▶ **AIM OF THE TASK**
Omit the images, then print each record below exactly as it reads.
--- EXCERPTED DATA Enclosed Below ---
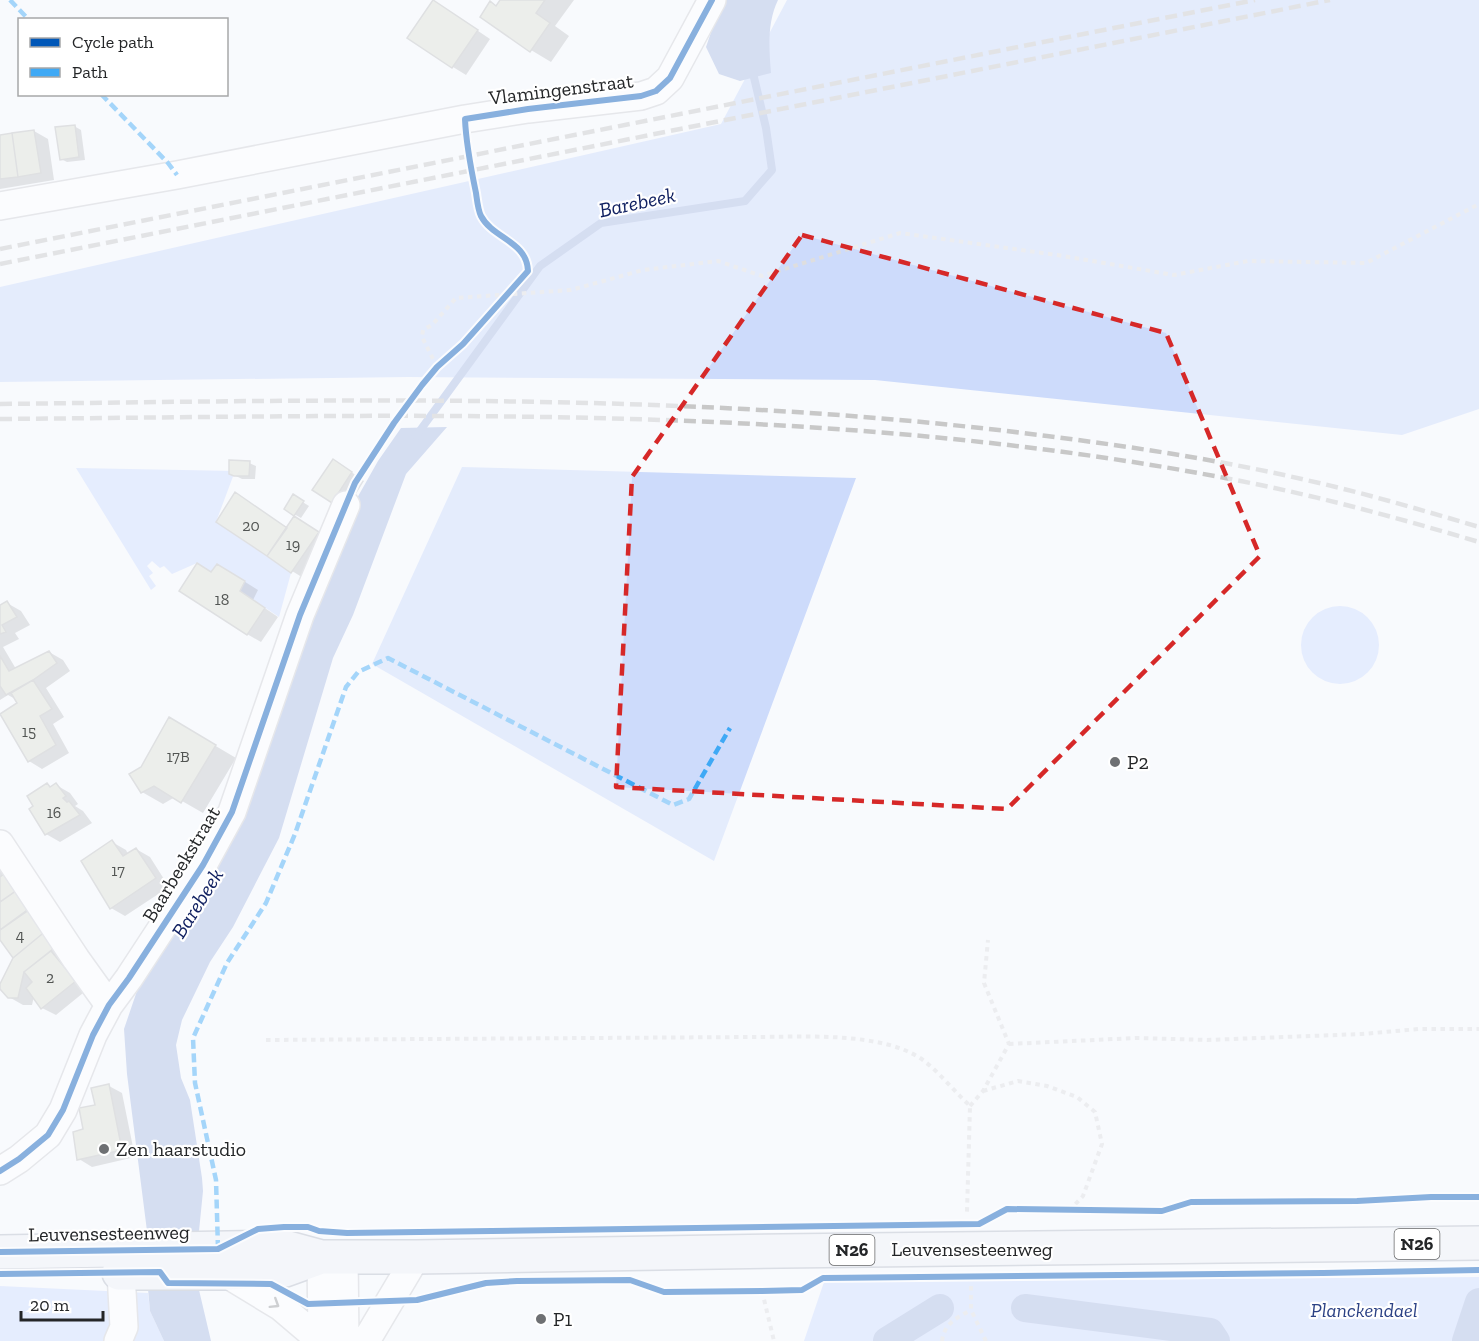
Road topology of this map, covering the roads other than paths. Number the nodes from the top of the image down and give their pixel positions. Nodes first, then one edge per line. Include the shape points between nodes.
1 (712, 0) edge
2 (0, 206) edge
3 (346, 505) dead end
4 (0, 844) edge
5 (109, 1005) junction
6 (0, 1171) edge
7 (1479, 1243) edge
8 (0, 1252) edge
9 (333, 1257) junction
10 (416, 1257) junction
11 (121, 1273) junction
12 (0, 1274) edge
13 (225, 1274) junction
14 (118, 1341) edge
15 (322, 1341) edge
16 (345, 1341) edge
17 (366, 1341) edge

1 - 2 street, Vlamingenstraat via 670,78 656,91 641,96 486,116
3 - 5 street, Baarbeekstraat via 300,615 232,812 203,865
4 - 5 street
5 - 6 street, Baarbeekstraat via 48,1135
7 - 10 main road, Leuvensesteenweg / N26
8 - 9 main road, Leuvensesteenweg / N26 via 285,1247
9 - 10 main road, Leuvensesteenweg / N26
9 - 13 main road, Leuvensesteenweg / N26 via 285,1270
9 - 15 street
9 - 16 street
10 - 17 street
11 - 12 main road, Leuvensesteenweg / N26
11 - 13 main road, Leuvensesteenweg / N26
11 - 14 street via 124,1327
13 -> 15 street via 281,1307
--- End of Enclosed EXCERPTED DATA ---
▶ **COMPLETED TASK**
Road topology of this map, covering the roads other than paths. Number the nodes from the top of the image down and give their pixel positions. Nodes first, then one edge per line. Include the shape points between nodes.
1 (712, 0) edge
2 (0, 206) edge
3 (346, 505) dead end
4 (0, 844) edge
5 (109, 1005) junction
6 (0, 1171) edge
7 (1479, 1243) edge
8 (0, 1252) edge
9 (333, 1257) junction
10 (416, 1257) junction
11 (121, 1273) junction
12 (0, 1274) edge
13 (225, 1274) junction
14 (118, 1341) edge
15 (322, 1341) edge
16 (345, 1341) edge
17 (366, 1341) edge

1 - 2 street, Vlamingenstraat via 670,78 656,91 641,96 486,116
3 - 5 street, Baarbeekstraat via 300,615 232,812 203,865
4 - 5 street
5 - 6 street, Baarbeekstraat via 48,1135
7 - 10 main road, Leuvensesteenweg / N26
8 - 9 main road, Leuvensesteenweg / N26 via 285,1247
9 - 10 main road, Leuvensesteenweg / N26
9 - 13 main road, Leuvensesteenweg / N26 via 285,1270
9 - 15 street
9 - 16 street
10 - 17 street
11 - 12 main road, Leuvensesteenweg / N26
11 - 13 main road, Leuvensesteenweg / N26
11 - 14 street via 124,1327
13 -> 15 street via 281,1307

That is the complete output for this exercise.